Most employers do have a positive approach to gender equality, but evidently there are still many organisations that are not encouraging inclusive workplaces. If the working culture does not promote gender equality, and women or men, are afraid to speak up and challenge inappropriate behaviour, this could have very serious consequences for the business as well as, of course, for the individual recipient of such behaviours. Any form of discrimination or harassment is completely unacceptable from a moral and a legal standpoint, in society in general as well as in the workplace. Employers are also at risk of losing valuable talent by default if they do not treat complaints of harassment seriously and the culture is one where these kinds of issues are ignored or brushed aside.  

The prominence of the #MeToo Movement in recent years, which stands against sexual harassment and assault, advocating women to speak out about sexual harassment and abuse, has fueled action to be taken by governments and employers to become more accountable for this kind of abuse within the workplace.  

The government’s legislative response to #MeToo has been laid out meaning employers could be legally required to take “all reasonable steps” to prevent sexual harassment at work under the new proposal.

The package of measures will include a new preventative duty on employers, a duty to protect employees from sexual harassment by third parties such as customers, criminalisation of street harassment and a statutory code of practice for employers on how to tackle sexual harassment in the workplace.
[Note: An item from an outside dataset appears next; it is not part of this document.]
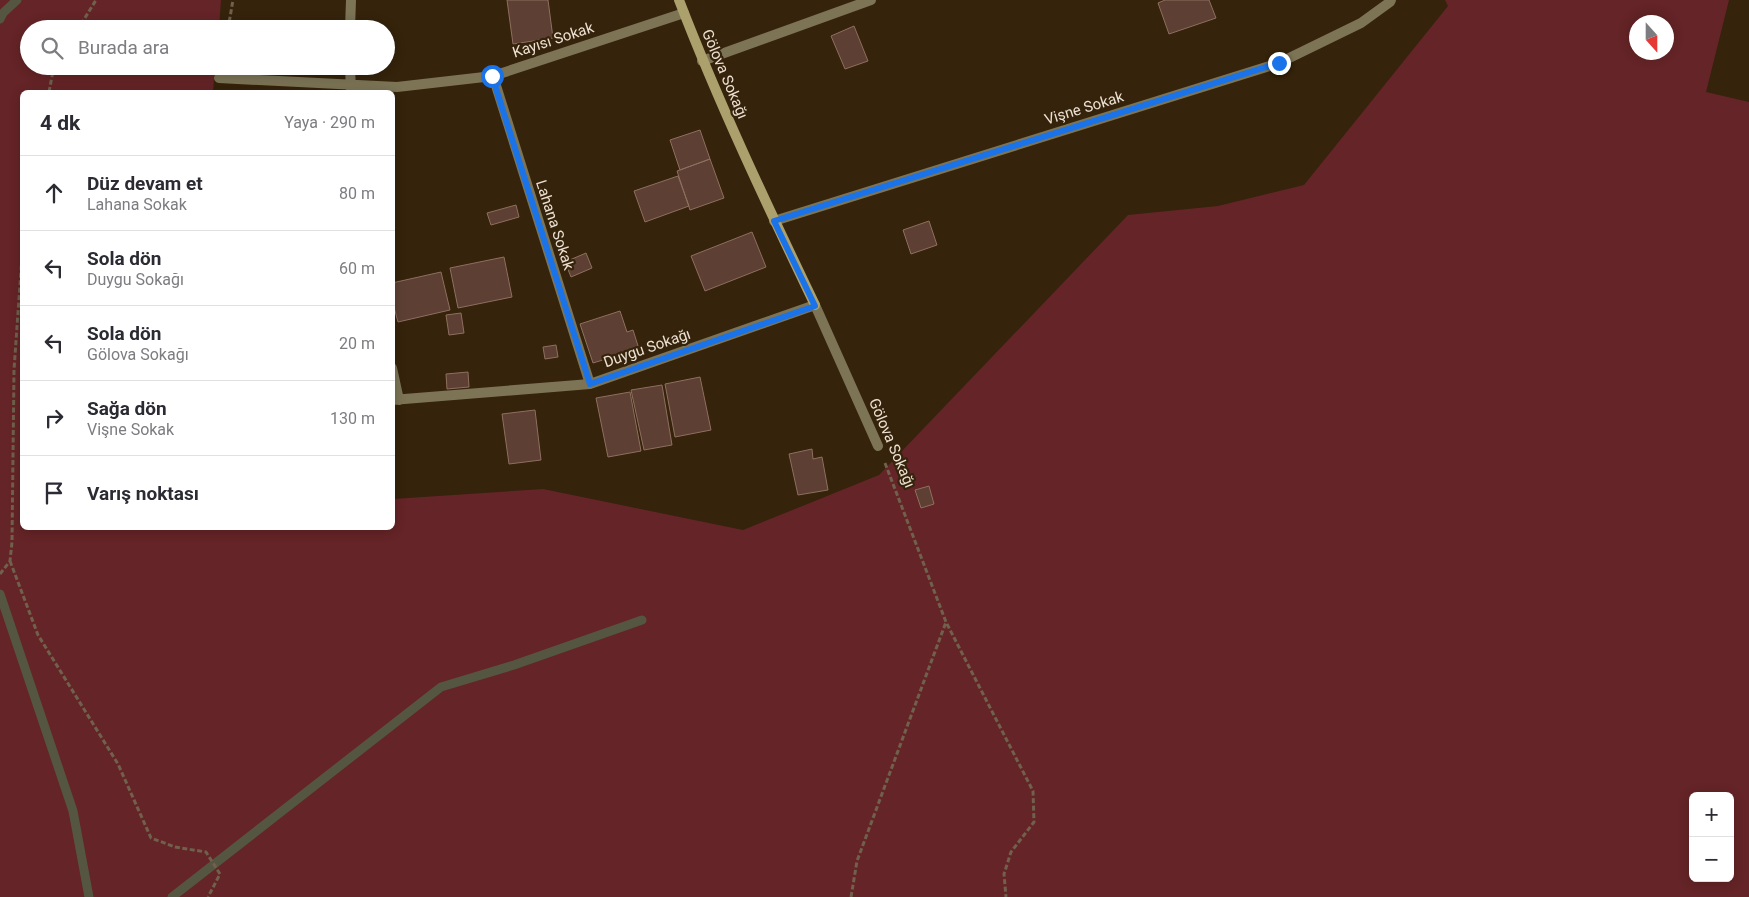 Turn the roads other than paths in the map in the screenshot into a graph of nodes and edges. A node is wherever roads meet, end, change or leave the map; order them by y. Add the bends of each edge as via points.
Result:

In addition, potentially extending the time allowed to bring a sexual harassment case to an employment tribunal from three to six months. 

Whilst the details are yet to be confirmed as to the proactive duty on employers and the full impact for employers and employees is not yet defined, the initial reaction to these proposed measures for employers has, on the whole, been positively received, with the aim of all women feeling safe and without fear of harassment or violence, in the workplace or anywhere else.

We hope this proposal will create positive, more structured guidelines with regards to preventative actions that can be taken and help employers have a clear understanding of their responsibilities in stopping sexual harassment at work, particularly with the creation of a statutory code of practice and a clearly defined legal duty for employers.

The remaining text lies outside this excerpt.